No caso dos estrangeiros, há os agravantes de que alguns vêm de países em guerra ou com a economia destruída, muitos não têm parentes ou rede de apoio no Brasil e vários são provedores de suas famílias no exterior.
Com a ajuda de um projeto que reúne imigrantes que trabalham com economia criativa, Renee mudou temporariamente de ramo: confecciona máscaras de tecido, recomendadas pelo Ministério da Saúde para combater o vírus, com uma estilista síria e uma costureira boliviana.
Cada uma em sua casa, elas confeccionam máscaras de algodão, com dupla camada, vendidas a R$ 10 a unidade. "Graças a Deus estão chegando as encomendas, porque agora é a única fonte de renda para nós", diz Renee.
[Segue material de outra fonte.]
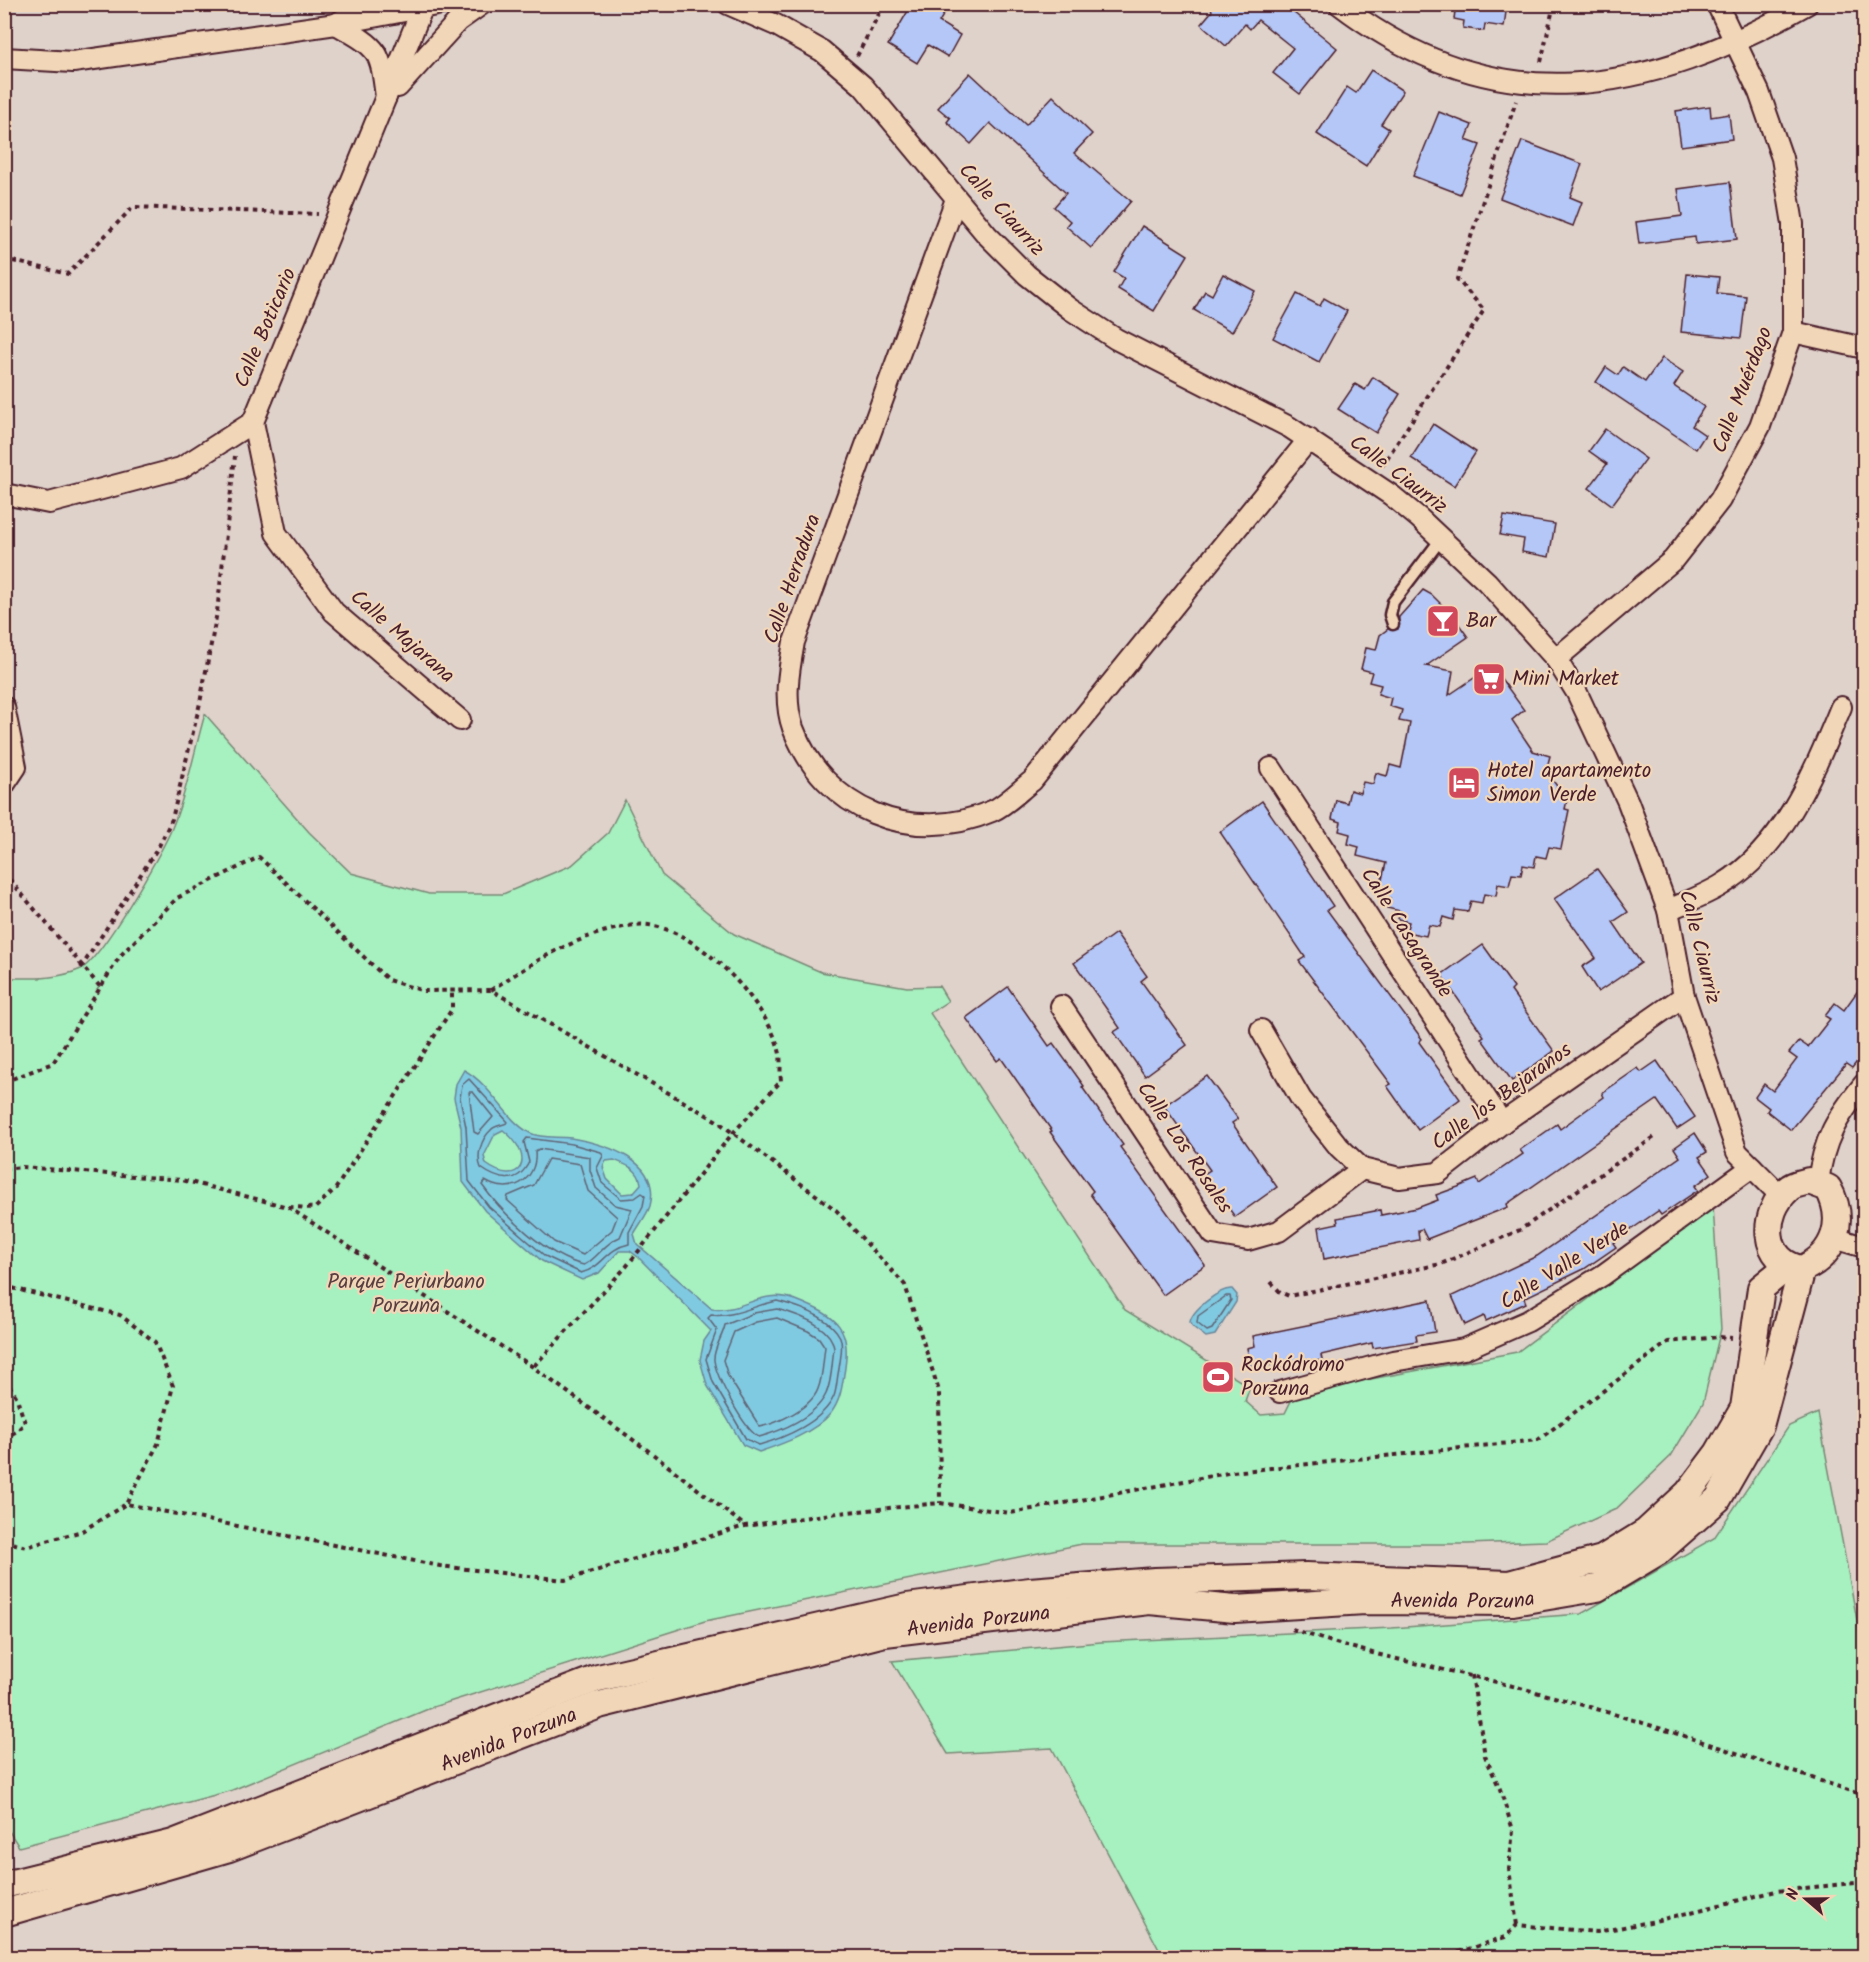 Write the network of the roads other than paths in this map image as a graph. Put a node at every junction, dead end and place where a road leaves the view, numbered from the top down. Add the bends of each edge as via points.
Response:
1 (367, 4) edge
2 (482, 4) edge
3 (728, 4) edge
4 (1339, 4) edge
5 (1717, 4) edge
6 (1807, 4) edge
7 (430, 6) edge
8 (336, 24) junction
9 (1737, 42) junction
10 (4, 58) edge
11 (386, 101) junction
12 (956, 199) junction
13 (1792, 332) junction
14 (1864, 348) edge
15 (245, 427) junction
16 (1309, 439) junction
17 (4, 495) edge
18 (1441, 539) junction
19 (1393, 624) dead end
20 (1556, 659) junction
21 (4, 706) edge
22 (1841, 706) dead end
23 (460, 720) dead end
24 (1271, 768) dead end
25 (4, 785) edge
26 (1668, 910) junction
27 (1684, 996) junction
28 (1061, 1006) dead end
29 (1261, 1030) dead end
30 (1864, 1084) edge
31 (1502, 1123) junction
32 (1752, 1167) junction
33 (1362, 1169) junction
34 (1818, 1183) junction
35 (1781, 1196) junction
36 (1834, 1238) junction
37 (1864, 1247) edge
38 (1795, 1268) junction
39 (1280, 1392) dead end
40 (7, 1879) edge
41 (4, 1913) edge

1 - 8 street
2 - 11 street via 458,21
3 - 12 street, Calle Ciaurriz via 822,51 848,73 897,124
4 - 9 street via 1419,54 1469,72 1529,84 1628,78 1681,64
5 - 9 street, Calle Muérdago
6 - 9 street
7 - 8 street
7 - 11 street, Calle Boticario
8 - 10 street via 73,62
8 - 11 street via 370,44 381,63
9 - 13 street, Calle Muérdago via 1782,158 1792,224
11 - 15 street, Calle Boticario via 340,215
12 - 16 street, Calle Ciaurriz via 1027,275 1070,309 1116,339
12 - 16 street, Calle Herradura via 794,642 786,683 792,726 819,774 845,800 880,818 914,824 948,823 993,811 1024,787
13 - 14 street
13 - 20 street, Calle Muérdago via 1760,426 1737,473 1700,529 1673,560
15 - 17 street via 181,468 49,502
15 - 23 street, Calle Majarana via 276,534 334,612
16 - 18 street, Calle Ciaurriz via 1419,518
18 - 19 lane via 1393,602
18 - 20 street, Calle Ciaurriz via 1488,582
20 - 26 street, Calle Ciaurriz via 1578,693 1628,802
21 - 25 street via 16,767
22 - 26 street via 1811,777 1772,841 1724,884
24 - 31 street, Calle Casagrande
26 - 27 street, Calle Ciaurriz
27 - 31 street, Calle los Bejaranos
27 - 32 street, Calle Ciaurriz via 1737,1152
28 - 33 street, Calle Los Rosales via 1213,1234 1248,1240 1279,1231
29 - 33 street via 1301,1099
30 - 34 street via 1842,1111 1822,1153
31 - 33 street, Calle los Bejaranos via 1438,1173 1399,1178
32 - 35 street, Calle Ciaurriz
32 - 39 street, Calle Valle Verde via 1603,1275 1528,1321 1464,1349 1393,1361
34 - 35 street via 1800,1183
34 - 36 street via 1828,1188 1834,1199 1838,1221
35 - 38 street via 1769,1236 1775,1255
36 - 37 street
36 - 38 street via 1815,1263
38 - 40 street, Avenida Porzuna via 1761,1288 1744,1408 1718,1453 1688,1493 1646,1532 1602,1559 1509,1584 1306,1576 1155,1581 1030,1591 907,1607 598,1678 173,1843
38 - 41 street, Avenida Porzuna via 1760,1426 1718,1499 1659,1551 1597,1588 1513,1602 1365,1601 1235,1610 1149,1600 885,1633 599,1705 229,1848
"Os imigrantes ficaram sem chão. Muitos estavam trilhando um caminho que neste instante não serve para nada. Alguns tinham reservas para 15 dias, mas já zerou o que guardaram", conta Maria Nilda Santos, criadora do projeto Deslocamento Criativo, que deu a ideia da confecção. "Todos vivem de aluguel e estão com medo de como vão comer, pagar as contas."
Maria Nilda tenta resolver questões práticas, como comprar tecido e elástico com as lojas fechadas (o grupo busca doações de matéria-prima) e encontrar opções de entrega. "O correio está meio parado, o motoboy fica caro para quem pede pouca quantidade. Sugerimos que os clientes se juntem com amigos para pedir várias máscaras de uma vez e compensar a taxa", afirma.
Ela também busca soluções para outros imigrantes que costumavam participar de suas aulas, geralmente nos Sesc --que agora estão fechados. Um sírio que faz perfumes está criando um curso online sobre aromas árabes. Um congolês que dá oficinas de pintura em tecidos está pensando em formato parecido.
Imigrantes que trabalham com comida típica em São Paulo também se reinventam. A maioria vendia seus produtos em feiras, festas e grandes eventos. Agora, focam em delivery e marmitas individuais.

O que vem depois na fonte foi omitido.